(Recorded information):
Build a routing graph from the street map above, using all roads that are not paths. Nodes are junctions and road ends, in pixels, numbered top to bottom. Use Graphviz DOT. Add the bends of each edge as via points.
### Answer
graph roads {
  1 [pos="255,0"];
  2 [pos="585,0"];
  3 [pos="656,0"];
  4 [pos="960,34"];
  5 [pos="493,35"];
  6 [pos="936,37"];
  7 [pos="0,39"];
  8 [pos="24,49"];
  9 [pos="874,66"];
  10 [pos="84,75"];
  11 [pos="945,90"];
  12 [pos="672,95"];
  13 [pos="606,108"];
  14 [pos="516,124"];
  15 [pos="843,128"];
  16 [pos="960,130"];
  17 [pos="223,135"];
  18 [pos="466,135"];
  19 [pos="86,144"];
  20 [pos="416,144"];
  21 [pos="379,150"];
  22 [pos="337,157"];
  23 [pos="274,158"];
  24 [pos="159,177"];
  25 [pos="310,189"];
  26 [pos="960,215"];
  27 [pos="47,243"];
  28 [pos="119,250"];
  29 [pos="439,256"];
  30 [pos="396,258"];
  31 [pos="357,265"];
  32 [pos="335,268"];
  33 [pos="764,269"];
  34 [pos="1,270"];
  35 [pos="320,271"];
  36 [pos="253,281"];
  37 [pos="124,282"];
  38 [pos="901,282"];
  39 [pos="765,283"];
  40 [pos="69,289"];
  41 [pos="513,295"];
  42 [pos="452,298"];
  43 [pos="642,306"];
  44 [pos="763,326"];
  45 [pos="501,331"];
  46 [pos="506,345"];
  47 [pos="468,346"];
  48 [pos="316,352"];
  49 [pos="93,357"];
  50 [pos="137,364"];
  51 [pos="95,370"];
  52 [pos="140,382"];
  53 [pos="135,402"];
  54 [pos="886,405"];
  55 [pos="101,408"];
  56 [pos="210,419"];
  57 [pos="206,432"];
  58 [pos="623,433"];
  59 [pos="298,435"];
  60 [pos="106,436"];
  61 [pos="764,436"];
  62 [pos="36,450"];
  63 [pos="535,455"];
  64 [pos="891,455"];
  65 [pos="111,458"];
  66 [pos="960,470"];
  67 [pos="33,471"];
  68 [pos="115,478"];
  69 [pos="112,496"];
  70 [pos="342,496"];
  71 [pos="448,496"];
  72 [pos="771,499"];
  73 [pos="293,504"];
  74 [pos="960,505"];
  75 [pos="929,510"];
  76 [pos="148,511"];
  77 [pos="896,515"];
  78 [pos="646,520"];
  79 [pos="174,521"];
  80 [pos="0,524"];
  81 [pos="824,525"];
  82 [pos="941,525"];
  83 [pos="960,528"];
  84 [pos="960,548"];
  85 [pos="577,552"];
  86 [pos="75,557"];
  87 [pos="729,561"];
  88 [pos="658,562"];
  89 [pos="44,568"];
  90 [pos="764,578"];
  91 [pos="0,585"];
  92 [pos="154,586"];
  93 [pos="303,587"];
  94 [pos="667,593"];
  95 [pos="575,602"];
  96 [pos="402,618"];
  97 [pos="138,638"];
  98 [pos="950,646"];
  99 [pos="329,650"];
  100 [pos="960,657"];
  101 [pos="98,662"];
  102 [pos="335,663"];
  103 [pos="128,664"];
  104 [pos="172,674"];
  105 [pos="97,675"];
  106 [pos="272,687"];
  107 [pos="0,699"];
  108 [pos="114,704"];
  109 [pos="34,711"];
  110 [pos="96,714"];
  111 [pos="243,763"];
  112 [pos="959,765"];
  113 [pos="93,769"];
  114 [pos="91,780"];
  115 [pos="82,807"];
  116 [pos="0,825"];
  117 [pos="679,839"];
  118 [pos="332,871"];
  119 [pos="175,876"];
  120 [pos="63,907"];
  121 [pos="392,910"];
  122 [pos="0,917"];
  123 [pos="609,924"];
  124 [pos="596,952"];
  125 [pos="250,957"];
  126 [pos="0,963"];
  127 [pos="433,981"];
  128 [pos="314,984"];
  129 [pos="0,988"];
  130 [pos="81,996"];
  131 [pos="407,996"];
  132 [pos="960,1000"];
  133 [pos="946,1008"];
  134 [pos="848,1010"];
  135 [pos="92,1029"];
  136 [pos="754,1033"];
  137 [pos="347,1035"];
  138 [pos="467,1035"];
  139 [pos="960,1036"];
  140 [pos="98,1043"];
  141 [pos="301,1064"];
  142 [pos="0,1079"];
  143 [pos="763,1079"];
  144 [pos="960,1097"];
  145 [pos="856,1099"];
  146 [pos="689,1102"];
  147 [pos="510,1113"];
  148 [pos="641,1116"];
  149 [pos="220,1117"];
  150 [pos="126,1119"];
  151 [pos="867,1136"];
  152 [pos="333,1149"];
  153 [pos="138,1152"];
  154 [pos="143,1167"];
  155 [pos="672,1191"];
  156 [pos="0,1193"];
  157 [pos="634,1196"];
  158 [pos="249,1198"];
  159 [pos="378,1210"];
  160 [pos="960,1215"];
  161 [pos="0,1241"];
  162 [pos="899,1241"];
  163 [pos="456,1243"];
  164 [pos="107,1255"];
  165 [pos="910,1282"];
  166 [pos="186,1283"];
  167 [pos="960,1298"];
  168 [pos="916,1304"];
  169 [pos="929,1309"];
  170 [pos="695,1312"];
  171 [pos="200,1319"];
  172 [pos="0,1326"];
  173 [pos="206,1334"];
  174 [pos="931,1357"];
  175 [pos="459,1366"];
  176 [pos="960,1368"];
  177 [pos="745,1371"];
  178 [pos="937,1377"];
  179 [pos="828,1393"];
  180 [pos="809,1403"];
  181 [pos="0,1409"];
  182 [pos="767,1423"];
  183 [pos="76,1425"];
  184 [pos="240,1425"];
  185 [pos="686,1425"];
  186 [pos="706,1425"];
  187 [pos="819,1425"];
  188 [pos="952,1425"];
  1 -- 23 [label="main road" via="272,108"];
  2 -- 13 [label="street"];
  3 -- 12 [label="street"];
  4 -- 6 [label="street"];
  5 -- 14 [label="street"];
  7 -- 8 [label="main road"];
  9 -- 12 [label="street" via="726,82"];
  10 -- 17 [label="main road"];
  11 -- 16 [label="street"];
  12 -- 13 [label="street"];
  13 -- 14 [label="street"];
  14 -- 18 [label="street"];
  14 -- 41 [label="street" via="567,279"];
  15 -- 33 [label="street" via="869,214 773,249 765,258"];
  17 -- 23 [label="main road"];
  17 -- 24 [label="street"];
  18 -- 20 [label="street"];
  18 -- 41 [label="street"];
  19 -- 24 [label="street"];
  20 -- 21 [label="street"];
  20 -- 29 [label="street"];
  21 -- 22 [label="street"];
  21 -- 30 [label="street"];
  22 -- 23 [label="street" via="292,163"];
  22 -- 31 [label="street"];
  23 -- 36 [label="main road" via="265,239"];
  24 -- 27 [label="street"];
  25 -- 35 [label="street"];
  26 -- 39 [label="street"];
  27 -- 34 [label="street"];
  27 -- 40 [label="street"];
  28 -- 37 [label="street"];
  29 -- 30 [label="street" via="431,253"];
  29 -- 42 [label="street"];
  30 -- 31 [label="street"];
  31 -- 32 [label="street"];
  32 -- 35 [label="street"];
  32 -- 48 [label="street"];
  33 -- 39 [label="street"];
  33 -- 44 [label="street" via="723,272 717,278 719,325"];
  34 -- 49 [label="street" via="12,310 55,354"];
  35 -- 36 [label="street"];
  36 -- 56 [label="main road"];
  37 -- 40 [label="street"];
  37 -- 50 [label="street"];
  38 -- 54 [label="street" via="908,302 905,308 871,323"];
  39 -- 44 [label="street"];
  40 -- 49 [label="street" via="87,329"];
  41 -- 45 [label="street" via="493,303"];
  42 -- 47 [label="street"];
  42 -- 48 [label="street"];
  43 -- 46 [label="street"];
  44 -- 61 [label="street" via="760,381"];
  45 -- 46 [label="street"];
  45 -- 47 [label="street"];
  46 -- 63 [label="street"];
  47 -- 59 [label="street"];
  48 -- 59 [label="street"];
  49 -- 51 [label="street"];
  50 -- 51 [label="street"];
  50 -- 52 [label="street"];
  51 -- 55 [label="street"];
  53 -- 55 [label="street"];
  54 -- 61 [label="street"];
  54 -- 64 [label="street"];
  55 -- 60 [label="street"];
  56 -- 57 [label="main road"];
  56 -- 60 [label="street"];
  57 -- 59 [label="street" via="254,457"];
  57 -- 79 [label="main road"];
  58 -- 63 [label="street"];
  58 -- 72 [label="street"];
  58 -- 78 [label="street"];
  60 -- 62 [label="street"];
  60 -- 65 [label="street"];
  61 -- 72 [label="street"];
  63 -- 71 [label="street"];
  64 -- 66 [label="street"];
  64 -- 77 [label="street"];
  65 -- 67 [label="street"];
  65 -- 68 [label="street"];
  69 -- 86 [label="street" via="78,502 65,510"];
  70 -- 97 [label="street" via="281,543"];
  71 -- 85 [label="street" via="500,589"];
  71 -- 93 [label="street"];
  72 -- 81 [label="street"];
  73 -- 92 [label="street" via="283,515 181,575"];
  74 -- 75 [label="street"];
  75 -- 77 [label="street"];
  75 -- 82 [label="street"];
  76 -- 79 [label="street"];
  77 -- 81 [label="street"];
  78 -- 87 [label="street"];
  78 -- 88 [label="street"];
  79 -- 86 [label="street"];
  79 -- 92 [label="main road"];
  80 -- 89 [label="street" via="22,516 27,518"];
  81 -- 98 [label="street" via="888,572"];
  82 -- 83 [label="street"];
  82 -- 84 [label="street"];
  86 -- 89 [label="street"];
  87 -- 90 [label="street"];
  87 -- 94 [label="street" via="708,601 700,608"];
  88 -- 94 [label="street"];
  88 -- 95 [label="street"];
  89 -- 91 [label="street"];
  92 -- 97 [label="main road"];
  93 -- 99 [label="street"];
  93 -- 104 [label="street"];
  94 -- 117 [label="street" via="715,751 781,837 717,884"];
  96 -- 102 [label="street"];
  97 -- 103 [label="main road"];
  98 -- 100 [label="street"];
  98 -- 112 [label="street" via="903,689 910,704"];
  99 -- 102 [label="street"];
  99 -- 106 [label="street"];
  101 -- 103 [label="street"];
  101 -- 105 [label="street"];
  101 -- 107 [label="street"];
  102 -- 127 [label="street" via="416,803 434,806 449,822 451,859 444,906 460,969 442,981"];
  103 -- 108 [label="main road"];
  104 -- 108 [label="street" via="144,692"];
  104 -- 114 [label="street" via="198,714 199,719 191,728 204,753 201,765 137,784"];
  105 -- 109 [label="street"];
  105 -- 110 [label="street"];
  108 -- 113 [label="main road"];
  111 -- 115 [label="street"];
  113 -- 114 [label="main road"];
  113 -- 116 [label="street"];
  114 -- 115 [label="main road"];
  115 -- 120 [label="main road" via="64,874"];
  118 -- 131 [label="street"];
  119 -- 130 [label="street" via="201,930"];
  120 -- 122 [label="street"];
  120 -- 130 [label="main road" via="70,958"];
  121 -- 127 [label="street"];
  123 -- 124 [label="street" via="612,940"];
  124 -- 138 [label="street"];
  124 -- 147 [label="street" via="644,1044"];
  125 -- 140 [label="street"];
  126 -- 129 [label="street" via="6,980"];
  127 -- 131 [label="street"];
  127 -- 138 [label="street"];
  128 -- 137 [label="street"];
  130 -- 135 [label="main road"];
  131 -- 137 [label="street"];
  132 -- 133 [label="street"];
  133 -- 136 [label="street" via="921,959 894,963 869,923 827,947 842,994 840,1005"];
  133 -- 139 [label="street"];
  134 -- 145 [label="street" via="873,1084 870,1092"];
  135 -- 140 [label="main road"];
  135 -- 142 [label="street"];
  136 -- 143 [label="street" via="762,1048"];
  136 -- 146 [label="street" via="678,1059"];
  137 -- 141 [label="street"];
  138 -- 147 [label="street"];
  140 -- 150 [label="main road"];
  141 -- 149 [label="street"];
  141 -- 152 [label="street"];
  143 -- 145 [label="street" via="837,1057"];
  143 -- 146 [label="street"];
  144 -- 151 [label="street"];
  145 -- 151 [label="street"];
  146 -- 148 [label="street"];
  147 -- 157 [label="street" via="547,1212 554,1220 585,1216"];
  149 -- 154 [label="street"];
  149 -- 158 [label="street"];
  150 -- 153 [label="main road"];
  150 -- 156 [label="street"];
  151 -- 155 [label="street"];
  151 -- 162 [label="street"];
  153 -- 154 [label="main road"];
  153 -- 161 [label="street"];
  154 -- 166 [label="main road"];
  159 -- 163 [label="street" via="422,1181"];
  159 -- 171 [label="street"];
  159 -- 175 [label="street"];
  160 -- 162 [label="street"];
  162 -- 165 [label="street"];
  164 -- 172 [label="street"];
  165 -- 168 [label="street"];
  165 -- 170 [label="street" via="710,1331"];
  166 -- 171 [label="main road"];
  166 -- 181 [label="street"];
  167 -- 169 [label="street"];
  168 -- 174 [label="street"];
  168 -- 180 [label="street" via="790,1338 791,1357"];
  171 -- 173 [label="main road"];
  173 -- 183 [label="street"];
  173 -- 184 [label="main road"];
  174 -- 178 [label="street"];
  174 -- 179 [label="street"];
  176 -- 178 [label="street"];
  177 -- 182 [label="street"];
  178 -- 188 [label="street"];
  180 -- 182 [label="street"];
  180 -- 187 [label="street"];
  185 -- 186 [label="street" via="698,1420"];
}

(Task description): Looking at the entries above, work out how many lines contain "roads", then reply with that number and no other words.

(Answer space): 2